Why I read Ali Smith — by Stella
I’ve been reading Ali Smith for decades. From her debut novel, Like, through her short story collections, Hotel World springs to mind, her retelling of mythologies, Girl Meets Boy and The Story of Antigone, to the discomfort of There But For The and the unexpected visitor in The Accidential, to the art of How to Be Both, Smith’s books have always been intriguing, centred on human interactions and our ability to live in the world. Yet it was the seasonal quartet: Autumn, Winter, Spring, Summer; and the books that have followed: Companion Piece, Gliff, and now Glyph; with their immediacy and provocation to act, to be part of the story that pushed her writing and the reading of her work into a realm where only Ali Smith could take us. Her ability to use language, to incorporate art, culture, and politics is invigorating, pointed and surprising.

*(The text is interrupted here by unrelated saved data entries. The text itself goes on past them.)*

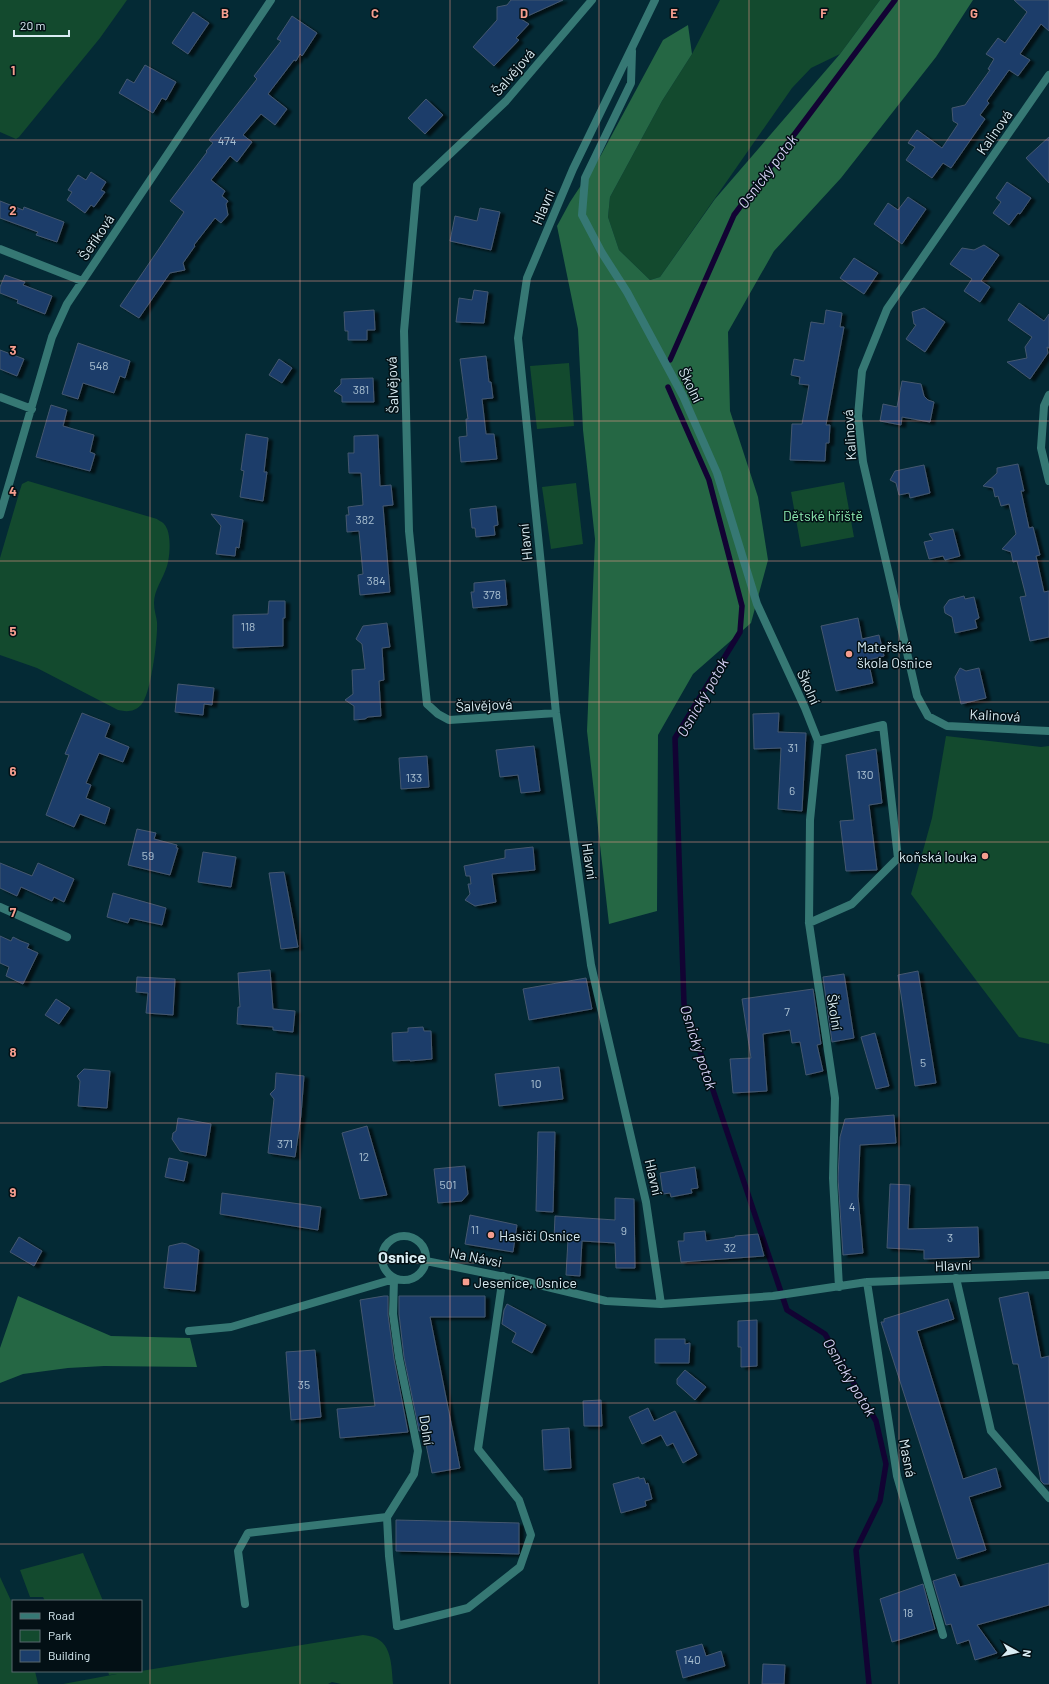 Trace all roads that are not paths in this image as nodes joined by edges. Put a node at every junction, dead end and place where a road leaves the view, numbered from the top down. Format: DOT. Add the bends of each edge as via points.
graph roads {
  1 [pos="271,0"];
  2 [pos="592,0"];
  3 [pos="655,0"];
  4 [pos="632,50"];
  5 [pos="1049,75"];
  6 [pos="0,249"];
  7 [pos="82,281"];
  8 [pos="1049,395"];
  9 [pos="0,397"];
  10 [pos="32,409"];
  11 [pos="1049,481"];
  12 [pos="0,515"];
  13 [pos="556,713"];
  14 [pos="1049,731"];
  15 [pos="818,741"];
  16 [pos="0,907"];
  17 [pos="809,923"];
  18 [pos="67,937"];
  19 [pos="426,1261"];
  20 [pos="1049,1274"];
  21 [pos="503,1276"];
  22 [pos="956,1278"];
  23 [pos="394,1279"];
  24 [pos="867,1282"];
  25 [pos="839,1287"];
  26 [pos="661,1304"];
  27 [pos="189,1331"];
  28 [pos="1049,1498"];
  29 [pos="386,1517"];
  30 [pos="245,1604"];
  31 [pos="943,1635"];
  1 -- 7 [label="street, Šeříková"];
  2 -- 13 [label="street, Šalvějová" via="506,101 417,185 404,330 409,531 427,704 449,720"];
  3 -- 4 [label="street, Hlavní"];
  4 -- 13 [label="street, Hlavní" via="573,169 528,278 518,338"];
  4 -- 15 [label="street, Školní" via="631,84 585,178 582,215 683,396 717,473 757,604"];
  5 -- 14 [label="street, Kalinová" via="887,309 862,371 858,416 863,462 917,696 928,716 947,726"];
  6 -- 7 [label="street"];
  7 -- 10 [label="street, Šeříková" via="59,319"];
  8 -- 11 [label="street" via="1044,406 1041,448"];
  9 -- 10 [label="street"];
  10 -- 12 [label="street, Šeříková"];
  13 -- 26 [label="street, Hlavní" via="591,965 646,1202"];
  15 -- 17 [label="street, Školní" via="810,820"];
  15 -- 17 [label="street" via="883,725 898,858 852,904"];
  16 -- 18 [label="street"];
  17 -- 25 [label="street, Školní" via="835,1098 833,1178"];
  19 -- 21 [label="street, Na Návsi"];
  19 -- 23 [label="street" via="424,1268 414,1278 408,1281"];
  19 -- 23 [label="street" via="423,1247 412,1238 398,1236 390,1240 385,1245 381,1260 387,1274"];
  20 -- 22 [label="street, Hlavní"];
  21 -- 26 [label="street, Na Návsi" via="606,1301"];
  21 -- 29 [label="street" via="478,1449 519,1500 531,1535 520,1567 468,1608 397,1626"];
  22 -- 24 [label="street, Hlavní"];
  22 -- 28 [label="street" via="991,1431"];
  23 -- 27 [label="street" via="231,1327"];
  23 -- 29 [label="street, Dolní" via="394,1321 399,1358 418,1450 414,1474"];
  24 -- 25 [label="street, Hlavní"];
  24 -- 31 [label="street, Masná" via="897,1476"];
  25 -- 26 [label="street, Hlavní" via="773,1296"];
  29 -- 30 [label="street" via="248,1532 238,1551"];
}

Here are some of the things I said in my reviews at the close of reading each of the quartet novels and Gliff: “….a book that will both stun you and fill you with hope, moments of kindness, forgiveness, and a window to a better world if we dare to step through.”, “..a meditation on time, ….and the surprising things that the past can reveal to us in the present.”; “…with a hammering of words that are explosive…demands your attention. Ferocious and tender.”, “…draws richness out of desolation…and she does it with intelligence, wit and style.”, “To stay in this playfulness of words, the richness of language and story, to be suspended with curiosity, while also confronted by the urgency of our 21st century landscape must surely be a work of genius.”

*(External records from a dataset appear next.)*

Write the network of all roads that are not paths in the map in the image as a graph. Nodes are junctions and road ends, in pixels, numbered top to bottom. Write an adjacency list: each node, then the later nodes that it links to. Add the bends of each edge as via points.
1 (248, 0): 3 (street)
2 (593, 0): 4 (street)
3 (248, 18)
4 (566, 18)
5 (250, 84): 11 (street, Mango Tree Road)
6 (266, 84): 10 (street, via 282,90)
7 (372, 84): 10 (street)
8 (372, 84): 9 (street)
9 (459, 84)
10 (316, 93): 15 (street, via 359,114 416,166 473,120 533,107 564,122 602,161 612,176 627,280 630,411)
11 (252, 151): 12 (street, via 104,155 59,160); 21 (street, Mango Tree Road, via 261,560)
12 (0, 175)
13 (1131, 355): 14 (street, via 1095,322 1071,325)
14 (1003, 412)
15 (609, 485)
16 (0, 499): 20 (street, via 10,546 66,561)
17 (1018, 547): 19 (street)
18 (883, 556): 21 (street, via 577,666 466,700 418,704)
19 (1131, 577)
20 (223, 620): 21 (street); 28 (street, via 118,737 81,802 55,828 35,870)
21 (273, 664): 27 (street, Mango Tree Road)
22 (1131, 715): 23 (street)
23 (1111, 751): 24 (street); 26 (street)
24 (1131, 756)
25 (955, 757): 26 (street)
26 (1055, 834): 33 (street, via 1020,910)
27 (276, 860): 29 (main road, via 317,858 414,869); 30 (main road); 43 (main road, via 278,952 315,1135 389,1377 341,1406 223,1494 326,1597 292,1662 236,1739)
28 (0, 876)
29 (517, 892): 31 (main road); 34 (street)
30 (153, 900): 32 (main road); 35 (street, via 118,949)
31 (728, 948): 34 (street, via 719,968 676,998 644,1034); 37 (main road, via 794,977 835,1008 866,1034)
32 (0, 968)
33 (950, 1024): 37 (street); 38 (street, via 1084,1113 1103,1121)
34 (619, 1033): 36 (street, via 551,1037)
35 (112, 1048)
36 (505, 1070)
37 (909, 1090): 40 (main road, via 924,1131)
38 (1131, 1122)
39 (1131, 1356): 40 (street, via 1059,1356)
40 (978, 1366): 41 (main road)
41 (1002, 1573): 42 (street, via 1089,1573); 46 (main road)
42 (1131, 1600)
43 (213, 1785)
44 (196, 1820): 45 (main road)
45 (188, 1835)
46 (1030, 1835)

In Ali Smith’s novels I have been introduced to artists, and experienced writers and mythology in new ways. I am asked to see, to shift or sharpen my perspective bringing the telescope’s lens to its best advantage, even when that clarity is frightening. Characters are brave, and also cowards. The curtains of the theatre that allow a player to be revealed, and then escape and hide, are constantly in motion. We flex our emotions. The reader is emboldened, then stunned. We remember why we should ask the most important question: Why? Ali Smith feeds our desire for story, for narrative, not at its surface level, but at its core: why narrative is important; whether that is in words, art, myth, nature, politics; and how it is used and how we can claim it. We can read the world, see it for what it is and more importantly what it could be. I think reading books is a subversive act: in reading we acquire knowing. We are in the book, and this action does not allow interference. If a book makes you curious, curious enough to ask questions, you are thinking. If you are thinking, this is a good thing. I have two new Ali Smiths on my reading pile, Glyph and So in the Spruce Forest. Autmnn will be a good reading season.